Aku yang pernah membuatnya kesal.
Aku yang pernah membuatnya takut.
Aku yang pernah membuatnya khawatir.
Aku yang pernah membuatnya tersenyum.
Aku yang pernah membuatnya tertawa.
Dan aku yang pernah membuatnya bahagia.
Hanya aku. Satu-satunya orang di muka bumi ini yang berani melakukan hal tergila dan memalukan hanya untuk mendapatkan dirinya.

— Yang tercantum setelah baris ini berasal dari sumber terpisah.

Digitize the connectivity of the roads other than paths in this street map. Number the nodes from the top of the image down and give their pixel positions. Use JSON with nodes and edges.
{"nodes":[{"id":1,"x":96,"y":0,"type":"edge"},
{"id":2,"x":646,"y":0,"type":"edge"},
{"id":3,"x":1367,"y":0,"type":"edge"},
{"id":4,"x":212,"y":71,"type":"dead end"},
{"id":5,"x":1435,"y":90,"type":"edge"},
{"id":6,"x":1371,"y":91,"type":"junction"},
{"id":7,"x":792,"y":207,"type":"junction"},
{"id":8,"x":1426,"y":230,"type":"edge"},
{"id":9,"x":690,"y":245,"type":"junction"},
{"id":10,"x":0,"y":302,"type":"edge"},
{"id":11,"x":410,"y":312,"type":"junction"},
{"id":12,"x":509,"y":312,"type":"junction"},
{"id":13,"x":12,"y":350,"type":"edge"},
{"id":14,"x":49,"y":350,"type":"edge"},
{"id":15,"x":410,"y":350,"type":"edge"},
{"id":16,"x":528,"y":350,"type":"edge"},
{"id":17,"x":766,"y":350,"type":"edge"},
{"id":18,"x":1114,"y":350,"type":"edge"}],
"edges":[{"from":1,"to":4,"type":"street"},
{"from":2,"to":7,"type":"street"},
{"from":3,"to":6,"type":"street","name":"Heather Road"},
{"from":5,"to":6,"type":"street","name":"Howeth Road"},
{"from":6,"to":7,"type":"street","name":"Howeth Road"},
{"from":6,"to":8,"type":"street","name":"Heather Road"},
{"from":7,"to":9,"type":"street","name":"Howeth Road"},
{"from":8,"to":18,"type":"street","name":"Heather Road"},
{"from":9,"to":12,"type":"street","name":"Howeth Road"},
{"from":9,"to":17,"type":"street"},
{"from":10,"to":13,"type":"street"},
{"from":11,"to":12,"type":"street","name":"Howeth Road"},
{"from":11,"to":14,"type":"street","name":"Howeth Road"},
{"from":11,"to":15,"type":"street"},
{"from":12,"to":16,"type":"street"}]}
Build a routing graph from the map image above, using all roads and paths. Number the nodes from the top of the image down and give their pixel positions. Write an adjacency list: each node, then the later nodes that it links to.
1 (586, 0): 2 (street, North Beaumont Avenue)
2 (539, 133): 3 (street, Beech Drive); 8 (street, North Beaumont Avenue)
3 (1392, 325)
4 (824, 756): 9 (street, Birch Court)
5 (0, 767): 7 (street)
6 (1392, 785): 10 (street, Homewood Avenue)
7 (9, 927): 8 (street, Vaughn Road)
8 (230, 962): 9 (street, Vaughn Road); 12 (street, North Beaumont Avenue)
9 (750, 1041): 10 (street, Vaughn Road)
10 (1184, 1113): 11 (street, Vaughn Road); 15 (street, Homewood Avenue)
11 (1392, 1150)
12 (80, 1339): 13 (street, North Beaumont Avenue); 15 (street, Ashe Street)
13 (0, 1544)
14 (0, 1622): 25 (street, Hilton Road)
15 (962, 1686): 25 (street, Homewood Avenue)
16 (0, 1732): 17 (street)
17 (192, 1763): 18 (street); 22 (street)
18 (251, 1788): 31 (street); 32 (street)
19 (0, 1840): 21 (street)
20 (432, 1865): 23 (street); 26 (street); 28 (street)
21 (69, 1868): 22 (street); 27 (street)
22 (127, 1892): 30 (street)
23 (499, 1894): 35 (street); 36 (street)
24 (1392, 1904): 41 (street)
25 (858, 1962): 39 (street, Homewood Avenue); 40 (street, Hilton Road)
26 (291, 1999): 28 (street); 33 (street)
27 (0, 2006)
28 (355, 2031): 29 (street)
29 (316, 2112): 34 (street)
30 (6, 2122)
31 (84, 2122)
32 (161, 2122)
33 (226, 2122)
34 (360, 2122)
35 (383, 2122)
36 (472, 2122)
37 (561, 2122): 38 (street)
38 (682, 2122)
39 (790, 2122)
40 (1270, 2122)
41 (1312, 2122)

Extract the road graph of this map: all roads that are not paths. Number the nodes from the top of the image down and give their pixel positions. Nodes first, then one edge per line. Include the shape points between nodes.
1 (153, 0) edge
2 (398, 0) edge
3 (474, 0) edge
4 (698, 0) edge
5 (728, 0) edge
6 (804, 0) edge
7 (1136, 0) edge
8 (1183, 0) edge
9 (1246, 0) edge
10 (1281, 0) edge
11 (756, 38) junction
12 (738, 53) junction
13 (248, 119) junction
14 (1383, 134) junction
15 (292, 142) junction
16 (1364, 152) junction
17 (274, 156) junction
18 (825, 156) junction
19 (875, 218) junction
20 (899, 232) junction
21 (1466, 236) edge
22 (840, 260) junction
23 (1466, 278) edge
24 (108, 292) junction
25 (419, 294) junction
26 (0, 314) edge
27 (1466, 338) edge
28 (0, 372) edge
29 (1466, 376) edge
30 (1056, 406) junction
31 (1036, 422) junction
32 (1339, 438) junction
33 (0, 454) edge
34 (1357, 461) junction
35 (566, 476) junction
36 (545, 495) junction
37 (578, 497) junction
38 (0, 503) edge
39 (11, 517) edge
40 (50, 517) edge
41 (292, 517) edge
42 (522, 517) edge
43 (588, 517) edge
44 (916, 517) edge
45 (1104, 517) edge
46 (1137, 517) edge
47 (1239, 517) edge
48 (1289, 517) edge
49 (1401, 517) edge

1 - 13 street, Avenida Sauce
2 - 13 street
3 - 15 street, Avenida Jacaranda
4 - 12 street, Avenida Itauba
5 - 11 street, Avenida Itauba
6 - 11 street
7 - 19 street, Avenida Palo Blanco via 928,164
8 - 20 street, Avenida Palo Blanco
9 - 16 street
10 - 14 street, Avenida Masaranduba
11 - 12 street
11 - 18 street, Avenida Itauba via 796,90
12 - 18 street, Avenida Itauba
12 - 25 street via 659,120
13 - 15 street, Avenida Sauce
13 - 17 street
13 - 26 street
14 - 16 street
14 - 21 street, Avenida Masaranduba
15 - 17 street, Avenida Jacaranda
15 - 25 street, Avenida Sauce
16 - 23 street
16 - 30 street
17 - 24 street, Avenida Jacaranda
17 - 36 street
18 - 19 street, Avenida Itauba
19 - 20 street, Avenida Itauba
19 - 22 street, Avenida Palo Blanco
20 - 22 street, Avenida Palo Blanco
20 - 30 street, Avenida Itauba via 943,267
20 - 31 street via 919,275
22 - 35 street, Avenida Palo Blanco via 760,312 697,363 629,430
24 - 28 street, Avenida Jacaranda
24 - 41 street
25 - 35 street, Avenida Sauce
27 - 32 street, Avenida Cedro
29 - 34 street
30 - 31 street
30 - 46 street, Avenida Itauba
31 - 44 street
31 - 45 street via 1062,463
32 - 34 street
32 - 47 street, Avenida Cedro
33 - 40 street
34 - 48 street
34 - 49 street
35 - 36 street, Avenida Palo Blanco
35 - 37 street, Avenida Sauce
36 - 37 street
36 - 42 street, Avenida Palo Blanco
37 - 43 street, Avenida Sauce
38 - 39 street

Jangan remehkan aku dan jangan mengataiku bodoh, meski aku selalu gagal dengan semua rencana, namun ada satu yang berhasil. Sampai-sampai aku masih tidak percaya dengan apa yang pernah kulakukan padanya jika mengingat-ingat kembali.
Baik, akan kuceritakan.
Semua bermula ketika hari pertamaku masuk sekolah setelah meninggalkan masa SMP. Waktu itu aku tak sengaja melihat Hoseok yang tengah bersepeda di pinggir jalan. Dia terlihat sangat tampan. Rambut hitam yang terhembus angin membuat aura ketampanannya terlihat sangat jelas dimataku. Ya Tuhan, aku menyukainya.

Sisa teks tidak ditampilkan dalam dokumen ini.